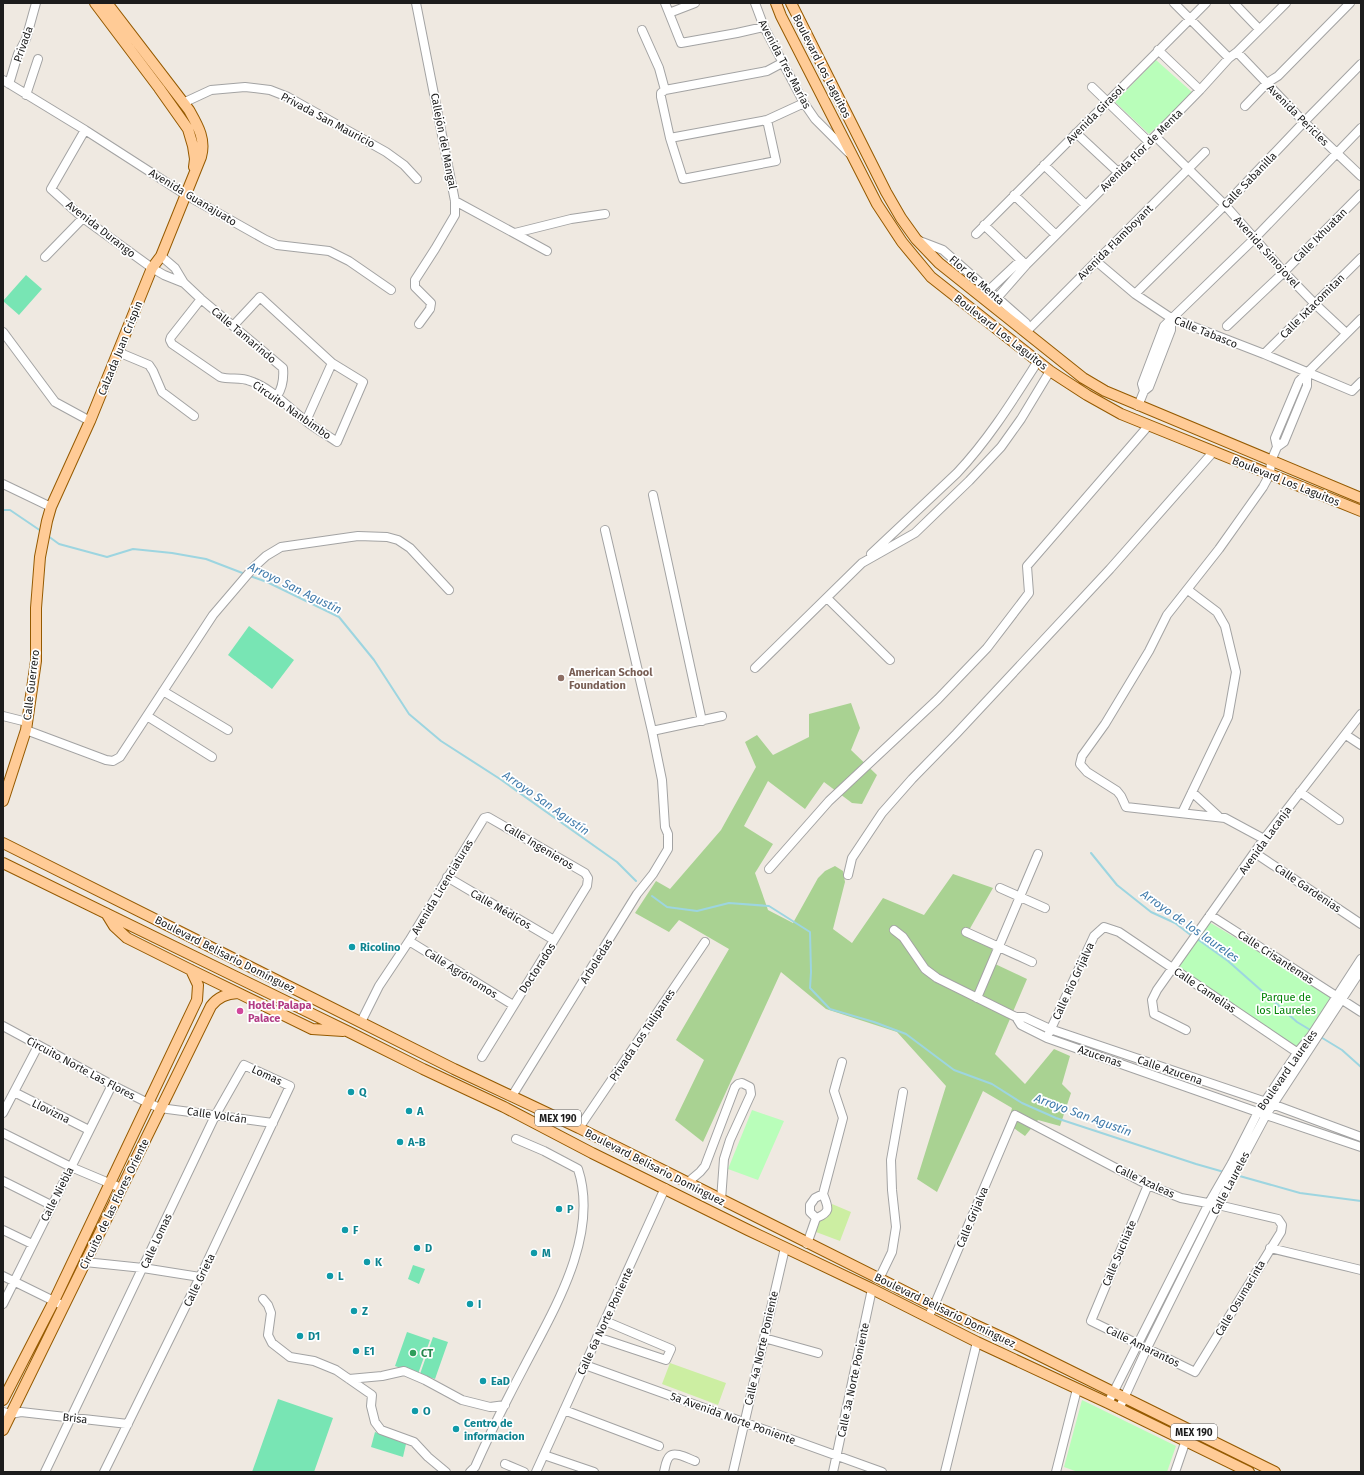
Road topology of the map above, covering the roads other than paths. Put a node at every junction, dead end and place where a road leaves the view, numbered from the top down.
1 (36, 3) edge
2 (95, 3) edge
3 (107, 3) edge
4 (416, 3) edge
5 (665, 3) edge
6 (695, 3) edge
7 (755, 3) edge
8 (776, 3) edge
9 (791, 3) edge
10 (1174, 3) edge
11 (1206, 3) edge
12 (1234, 3) edge
13 (1286, 3) edge
14 (1350, 3) edge
15 (669, 13) junction
16 (1191, 20) junction
17 (764, 27) junction
18 (1259, 29) junction
19 (642, 30) dead end
20 (1158, 50) junction
21 (1237, 52) junction
22 (1229, 58) junction
23 (38, 59) dead end
24 (782, 63) junction
25 (1361, 64) edge
26 (6, 82) edge
27 (1267, 83) junction
28 (1092, 87) dead end
29 (665, 90) junction
30 (1200, 90) junction
31 (26, 95) junction
32 (1106, 102) junction
33 (183, 103) junction
34 (804, 103) junction
35 (1245, 106) dead end
36 (767, 120) junction
37 (1304, 122) junction
38 (1361, 128) edge
39 (85, 130) junction
40 (1076, 133) junction
41 (1155, 136) junction
42 (670, 138) junction
43 (1148, 142) junction
44 (1205, 152) dead end
45 (1336, 153) junction
46 (852, 157) junction
47 (1044, 165) junction
48 (1188, 169) junction
49 (1119, 173) junction
50 (192, 176) junction
51 (1361, 176) edge
52 (417, 179) dead end
53 (1361, 194) edge
54 (186, 195) junction
55 (1014, 195) junction
56 (455, 201) junction
57 (1086, 205) junction
58 (1225, 205) junction
59 (605, 214) dead end
60 (83, 218) junction
61 (984, 225) junction
62 (515, 233) junction
63 (976, 234) dead end
64 (1056, 235) junction
65 (916, 239) junction
66 (1254, 239) junction
67 (547, 251) dead end
68 (161, 256) junction
69 (45, 257) dead end
70 (1361, 258) edge
71 (1096, 261) junction
72 (1023, 262) junction
73 (152, 268) junction
74 (1284, 272) junction
75 (184, 283) junction
76 (391, 290) dead end
77 (988, 291) junction
78 (1135, 294) junction
79 (997, 298) junction
80 (201, 299) junction
81 (1315, 304) junction
82 (1172, 318) junction
83 (1361, 319) edge
84 (419, 324) dead end
85 (233, 326) junction
86 (1227, 326) dead end
87 (3, 332) edge
88 (1026, 332) junction
89 (1346, 333) junction
90 (118, 352) junction
91 (1264, 354) junction
92 (1038, 361) junction
93 (332, 363) junction
94 (1050, 371) junction
95 (1306, 373) junction
96 (1361, 382) edge
97 (277, 396) junction
98 (1138, 406) junction
99 (194, 416) dead end
100 (90, 421) junction
101 (306, 421) junction
102 (1149, 425) junction
103 (1214, 451) junction
104 (1271, 461) junction
105 (1270, 474) junction
106 (3, 484) edge
107 (653, 495) dead end
108 (1361, 498) edge
109 (51, 507) junction
110 (1361, 511) edge
111 (47, 521) joint
112 (605, 530) dead end
113 (862, 563) junction
114 (450, 590) dead end
115 (1188, 590) junction
116 (827, 598) junction
117 (890, 660) dead end
118 (755, 668) dead end
119 (163, 691) junction
120 (1361, 714) edge
121 (3, 716) edge
122 (148, 716) junction
123 (722, 716) dead end
124 (702, 721) junction
125 (26, 726) junction
126 (228, 730) dead end
127 (652, 731) junction
128 (1346, 735) junction
129 (1361, 744) edge
130 (212, 756) dead end
131 (1192, 792) junction
132 (1300, 792) junction
133 (3, 801) edge
134 (1182, 813) junction
135 (1218, 816) junction
136 (488, 817) joint
137 (1339, 820) dead end
138 (1264, 839) junction
139 (3, 843) edge
140 (1255, 853) junction
141 (1038, 854) dead end
142 (3, 863) edge
143 (769, 869) dead end
144 (848, 875) dead end
145 (447, 877) junction
146 (588, 878) joint
147 (1000, 888) dead end
148 (1020, 897) junction
149 (1045, 908) dead end
150 (106, 913) junction
151 (1210, 915) junction
152 (1361, 924) edge
153 (1104, 927) joint
154 (894, 930) dead end
155 (966, 932) dead end
156 (554, 940) junction
157 (409, 941) junction
158 (705, 942) dead end
159 (998, 947) junction
160 (1361, 959) edge
161 (1032, 962) dead end
162 (1172, 968) junction
163 (191, 970) junction
164 (1361, 970) edge
165 (238, 993) junction
166 (977, 998) junction
167 (1339, 998) junction
168 (513, 1005) junction
169 (1361, 1012) edge
170 (1016, 1017) junction
171 (366, 1024) junction
172 (3, 1026) edge
173 (1050, 1029) junction
174 (1186, 1030) dead end
175 (349, 1032) junction
176 (1047, 1038) junction
177 (364, 1039) junction
178 (38, 1046) junction
179 (1301, 1055) junction
180 (482, 1057) dead end
181 (842, 1062) dead end
182 (244, 1065) joint
183 (112, 1085) junction
184 (290, 1086) joint
185 (14, 1092) junction
186 (903, 1092) dead end
187 (512, 1096) junction
188 (148, 1103) junction
189 (1268, 1103) junction
190 (160, 1108) junction
191 (3, 1113) edge
192 (1262, 1113) junction
193 (1015, 1115) joint
194 (215, 1116) junction
195 (273, 1123) junction
196 (579, 1128) junction
197 (89, 1130) junction
198 (3, 1133) edge
199 (1361, 1137) edge
200 (516, 1139) dead end
201 (1361, 1147) edge
202 (1235, 1165) joint
203 (71, 1167) junction
204 (3, 1181) edge
205 (109, 1183) junction
206 (688, 1183) junction
207 (1225, 1183) junction
208 (1148, 1185) junction
209 (121, 1188) junction
210 (665, 1188) junction
211 (823, 1194) junction
212 (721, 1200) junction
213 (1209, 1203) junction
214 (51, 1205) junction
215 (1218, 1205) junction
216 (816, 1218) junction
217 (1282, 1225) joint
218 (3, 1230) edge
219 (32, 1244) junction
220 (807, 1244) junction
221 (785, 1248) junction
222 (1270, 1248) junction
223 (86, 1262) junction
224 (144, 1268) junction
225 (1361, 1270) edge
226 (3, 1276) edge
227 (200, 1277) junction
228 (879, 1279) junction
229 (14, 1281) junction
230 (872, 1289) junction
231 (263, 1299) dead end
232 (54, 1301) junction
233 (3, 1304) edge
234 (64, 1306) junction
235 (934, 1306) junction
236 (928, 1317) junction
237 (605, 1321) junction
238 (1091, 1321) joint
239 (640, 1336) junction
240 (597, 1337) junction
241 (764, 1338) junction
242 (977, 1342) junction
243 (1138, 1344) junction
244 (1146, 1348) junction
245 (635, 1350) junction
246 (818, 1354) dead end
247 (585, 1364) junction
248 (1195, 1372) joint
249 (349, 1379) junction
250 (1077, 1389) junction
251 (1114, 1393) junction
252 (1125, 1398) junction
253 (3, 1401) edge
254 (1108, 1403) junction
255 (504, 1405) junction
256 (1119, 1409) junction
257 (564, 1410) junction
258 (12, 1411) edge
259 (71, 1418) junction
260 (744, 1422) junction
261 (128, 1424) junction
262 (3, 1430) edge
263 (1186, 1440) junction
264 (659, 1446) dead end
265 (544, 1455) junction
266 (837, 1456) junction
267 (695, 1462) dead end
268 (505, 1464) dead end
269 (45, 1472) edge
270 (104, 1472) edge
271 (446, 1472) edge
272 (470, 1472) edge
273 (524, 1472) edge
274 (536, 1472) edge
275 (594, 1472) edge
276 (664, 1472) edge
277 (733, 1472) edge
278 (833, 1472) edge
279 (882, 1472) edge
280 (945, 1472) edge
281 (1056, 1472) edge
282 (1175, 1472) edge
283 (1250, 1472) edge
284 (1275, 1472) edge

1 - 26 street, Privada
2 - 50 main road, Calzada Juan Crispin
3 - 33 main road, Calzada Juan Crispin
4 - 56 street, Callejón del Mangal
5 - 15 street
6 - 15 street
7 - 17 street, Avenida Tres Marías
8 - 46 main road, Boulevard Los Laguitos
9 - 65 main road, Boulevard Los Laguitos
10 - 16 street
11 - 16 street, Avenida Girasol
12 - 18 street
13 - 18 street, Avenida Flor de Menta
14 - 27 street
15 - 17 street
16 - 20 street, Avenida Girasol
16 - 22 street
17 - 24 street, Avenida Tres Marías
18 - 21 street, Avenida Flor de Menta
19 - 29 street
20 - 30 street
20 - 32 street, Avenida Girasol
21 - 22 street, Avenida Flor de Menta
21 - 27 street, Avenida Pericles
22 - 30 street, Avenida Flor de Menta
23 - 31 street
24 - 29 street
24 - 34 street, Avenida Tres Marías
25 - 37 street, Calle Sabanilla
26 - 31 street, Avenida Guanajuato
27 - 35 street
27 - 37 street, Avenida Pericles
28 - 32 street
29 - 42 street
30 - 41 street, Avenida Flor de Menta
31 - 39 street, Avenida Guanajuato
32 - 40 street, Avenida Girasol
32 - 43 street
33 - 50 main road, Calzada Juan Crispin
33 - 52 street, Privada San Mauricio
34 - 36 street
34 - 46 street, Avenida Tres Marías
36 - 42 street
36 - 42 street
37 - 45 street, Avenida Pericles
37 - 58 street, Calle Sabanilla
38 - 45 street
39 - 54 street, Avenida Guanajuato
39 - 60 street, Avenida Durango
40 - 47 street, Avenida Girasol
40 - 49 street
41 - 43 street, Avenida Flor de Menta
41 - 48 street, Avenida Simojovel
43 - 49 street, Avenida Flor de Menta
44 - 48 street, Avenida Flamboyant
45 - 51 street, Avenida Pericles
45 - 66 street
46 - 92 main road, Boulevard Los Laguitos
47 - 55 street, Avenida Girasol
47 - 57 street
48 - 58 street, Avenida Simojovel
48 - 71 street, Avenida Flamboyant
49 - 57 street, Avenida Flor de Menta
50 - 54 main road, Calzada Juan Crispin
53 - 74 street, Calle Ixhuatan
54 - 68 main road, Calzada Juan Crispin
54 - 76 street, Avenida Guanajuato
55 - 61 street, Avenida Girasol
55 - 64 street
56 - 62 street, Callejón del Mangal
56 - 84 street
57 - 64 street, Avenida Flor de Menta
58 - 66 street, Avenida Simojovel
58 - 78 street, Calle Sabanilla
59 - 62 street
60 - 69 street
60 - 73 street, Avenida Durango
61 - 63 street, Avenida Girasol
61 - 72 street
62 - 67 street, Callejón del Mangal
64 - 72 street, Avenida Flor de Menta
65 - 77 street, Flor de Menta
65 - 88 main road, Boulevard Los Laguitos
66 - 74 street, Avenida Simojovel
66 - 82 street
68 - 73 main road, Calzada Juan Crispin
68 - 75 street
70 - 81 street, Calle Ixtacomitan
71 - 78 street, Calle Tabasco
71 - 88 street, Avenida Flamboyant
72 - 77 street, Avenida Flor de Menta
72 - 79 street, Avenida Flor de Menta
73 - 75 street
73 - 90 main road, Calzada Juan Crispin
74 - 81 street, Avenida Simojovel
74 - 86 street, Calle Ixhuatan
75 - 80 street
77 - 79 street, Flor de Menta
78 - 82 street, Calle Tabasco
79 - 88 street, Flor de Menta
80 - 85 street, Calle Tamarindo
80 - 97 street, Circuito Nanbimbo
81 - 89 street, Avenida Simojovel
81 - 91 street, Calle Ixtacomitan
82 - 91 street, Calle Tabasco
82 - 98 street
83 - 89 street
85 - 93 street, Circuito Nanbimbo
85 - 97 street, Calle Tamarindo
87 - 100 street
88 - 98 main road, Boulevard Los Laguitos
89 - 95 street
90 - 99 street
90 - 100 main road, Calzada Juan Crispin
91 - 95 street, Calle Tabasco
92 - 94 main road, Boulevard Los Laguitos
92 - 113 street
93 - 101 street
93 - 101 street, Circuito Nanbimbo
94 - 102 main road, Boulevard Los Laguitos
94 - 113 street
95 - 96 street, Calle Tabasco
95 - 104 street
97 - 101 street, Circuito Nanbimbo
98 - 104 main road, Boulevard Los Laguitos
100 - 109 main road, Calzada Juan Crispin
102 - 103 main road, Boulevard Los Laguitos
102 - 143 street
103 - 105 main road, Boulevard Los Laguitos
103 - 144 street
104 - 105 street
104 - 108 main road, Boulevard Los Laguitos
105 - 110 main road, Boulevard Los Laguitos
105 - 115 street
106 - 109 street
107 - 124 street
109 - 111 main road, Calzada Juan Crispin
111 - 125 main road, Calle Guerrero
112 - 127 street, Arboledas
113 - 116 street
114 - 119 street
115 - 131 street
115 - 134 street
116 - 117 street
116 - 118 street
119 - 122 street
119 - 126 street
120 - 128 street, Avenida Lacanja
121 - 125 street
122 - 125 street
122 - 130 street
123 - 124 street
124 - 127 street
125 - 133 main road, Calle Guerrero
127 - 187 street, Arboledas
128 - 129 street
128 - 132 street, Avenida Lacanja
131 - 134 street
131 - 135 street
132 - 137 street
132 - 138 street, Avenida Lacanja
134 - 135 street
135 - 138 street
136 - 145 street, Avenida Licenciaturas
136 - 146 street, Calle Ingenieros
138 - 140 street, Avenida Lacanja
139 - 171 main road, Boulevard Belisario Domínguez / MEX 190
140 - 151 street, Avenida Lacanja
140 - 152 street, Calle Gardenias
141 - 148 street
142 - 150 main road, Boulevard Belisario Domínguez / MEX 190
145 - 156 street, Calle Médicos
145 - 157 street, Avenida Licenciaturas
146 - 156 street, Doctorados
147 - 148 street
148 - 149 street
148 - 159 street
150 - 163 main road
150 - 175 main road, Boulevard Belisario Domínguez / MEX 190
151 - 162 street, Avenida Lacanja
151 - 167 street, Calle Crisantemas
153 - 162 street, Calle Camelias
153 - 173 street, Calle Río Grijalva
154 - 166 street
155 - 159 street
156 - 168 street, Doctorados
157 - 168 street, Calle Agrónomos
157 - 171 street, Avenida Licenciaturas
158 - 196 street, Privada Los Tulipanes
159 - 161 street
159 - 166 street
160 - 167 street, Boulevard Laureles
162 - 174 street, Avenida Lacanja
162 - 179 street, Calle Camelias
163 - 165 main road
163 - 188 main road
164 - 167 street
165 - 175 main road
165 - 190 main road, Circuito de las Flores Oriente
166 - 170 street
167 - 169 street, Calle Crisantemas
167 - 179 street, Boulevard Laureles
168 - 180 street, Doctorados
170 - 173 street, Calle Azucena
170 - 176 street
171 - 177 main road
171 - 187 main road, Boulevard Belisario Domínguez / MEX 190
172 - 178 street, Circuito Norte Las Flores
173 - 176 street, Calle Río Grijalva
173 - 189 street, Calle Azucena
175 - 177 main road, Boulevard Belisario Domínguez / MEX 190
176 - 192 street, Azucenas
177 - 210 main road, Boulevard Belisario Domínguez / MEX 190
178 - 183 street, Circuito Norte Las Flores
178 - 185 street
179 - 189 street
181 - 211 street
182 - 184 street, Lomas
182 - 194 street, Calle Lomas
183 - 188 street, Circuito Norte Las Flores
183 - 197 street, Calle Niebla
184 - 195 street, Calle Grieta
185 - 191 street
185 - 197 street, Llovizna
186 - 228 street
187 - 196 main road, Boulevard Belisario Domínguez / MEX 190
188 - 190 street, Circuito Norte Las Flores
188 - 205 main road
189 - 192 street, Boulevard Laureles
189 - 199 street, Calle Azucena
190 - 194 street, Calle Volcán
190 - 209 main road, Circuito de las Flores Oriente
192 - 201 street, Azucenas
192 - 202 street, Boulevard Laureles
193 - 208 street, Calle Azaleas
193 - 235 street, Calle Grijalva
194 - 195 street, Calle Volcán
194 - 224 street, Calle Lomas
195 - 227 street, Calle Grieta
196 - 206 main road, Boulevard Belisario Domínguez / MEX 190
197 - 203 street, Calle Niebla
198 - 203 street
200 - 255 street
202 - 207 street, Calle Laureles
203 - 205 street
203 - 214 street, Calle Niebla
204 - 214 street
205 - 209 street
205 - 232 main road
206 - 212 main road, Boulevard Belisario Domínguez / MEX 190
206 - 212 street
207 - 213 street, Calle Laureles
207 - 215 street, Calle Laureles
208 - 213 street, Calle Azaleas
208 - 238 street, Calle Suchiate
209 - 223 main road, Circuito de las Flores Oriente
210 - 221 main road, Boulevard Belisario Domínguez / MEX 190
210 - 237 street, Calle 6a Norte Poniente
211 - 216 street
211 - 216 street
212 - 220 main road, Boulevard Belisario Domínguez / MEX 190
213 - 215 street, Calle Azaleas
213 - 243 street, Calle Laureles
214 - 219 street, Calle Niebla
215 - 217 street, Calle Azaleas
215 - 244 street, Calle Laureles
216 - 220 street
217 - 222 street, Calle Osumacinta
218 - 219 street
219 - 229 street, Calle Niebla
220 - 228 main road, Boulevard Belisario Domínguez / MEX 190
221 - 230 main road, Boulevard Belisario Domínguez / MEX 190
221 - 241 street, Calle 4a Norte Poniente
222 - 225 street
222 - 248 street, Calle Osumacinta
223 - 224 street
223 - 234 main road, Circuito de las Flores Oriente
224 - 227 street
224 - 259 street, Calle Lomas
226 - 229 street
227 - 261 street, Calle Grieta
228 - 235 main road, Boulevard Belisario Domínguez / MEX 190
229 - 232 street
229 - 233 street, Calle Niebla
230 - 236 main road, Boulevard Belisario Domínguez / MEX 190
230 - 266 street, Calle 3a Norte Poniente
231 - 249 street
232 - 234 street
232 - 253 main road
234 - 258 main road, Circuito de las Flores Oriente
235 - 236 street, Calle Grijalva
235 - 251 main road, Boulevard Belisario Domínguez / MEX 190
236 - 242 main road, Boulevard Belisario Domínguez / MEX 190
237 - 239 street
237 - 240 street, Calle 6a Norte Poniente
238 - 243 street, Calle Amarantos
239 - 245 street
239 - 245 street
240 - 245 street
240 - 247 street, Calle 6a Norte Poniente
241 - 246 street
241 - 260 street, Calle 4a Norte Poniente
242 - 250 main road, Boulevard Belisario Domínguez / MEX 190
242 - 280 street
243 - 244 street, Calle Amarantos
243 - 251 street, Calle Laureles
244 - 248 street, Calle Amarantos
244 - 252 street, Calle Laureles
247 - 257 street, Calle 6a Norte Poniente
247 - 260 street, 5a Avenida Norte Poniente
249 - 255 street
249 - 271 street
250 - 254 main road, Boulevard Belisario Domínguez / MEX 190
250 - 281 street
251 - 252 main road, MEX 190
251 - 254 street, Calle Laureles
252 - 256 street, Calle Laureles
252 - 284 main road, MEX 190
253 - 258 street, Brisa
254 - 256 main road, MEX 190
255 - 272 street
256 - 263 main road, MEX 190
257 - 264 street
257 - 265 street, Calle 6a Norte Poniente
258 - 259 street, Brisa
258 - 262 main road, Circuito de las Flores Oriente
259 - 261 street, Brisa
259 - 269 street, Calle Lomas
260 - 266 street, 5a Avenida Norte Poniente
260 - 277 street, Calle 4a Norte Poniente
261 - 270 street, Calle Grieta
263 - 282 street
263 - 283 main road, MEX 190
265 - 274 street, Calle 6a Norte Poniente
265 - 275 street
266 - 278 street, Calle 3a Norte Poniente
266 - 279 street, 5a Avenida Norte Poniente
267 - 276 street
268 - 273 street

● WORK REQUEST
Among the lines above, count those containing the word "Camelias" and write only the number.

● WRITTEN RESPONSE
2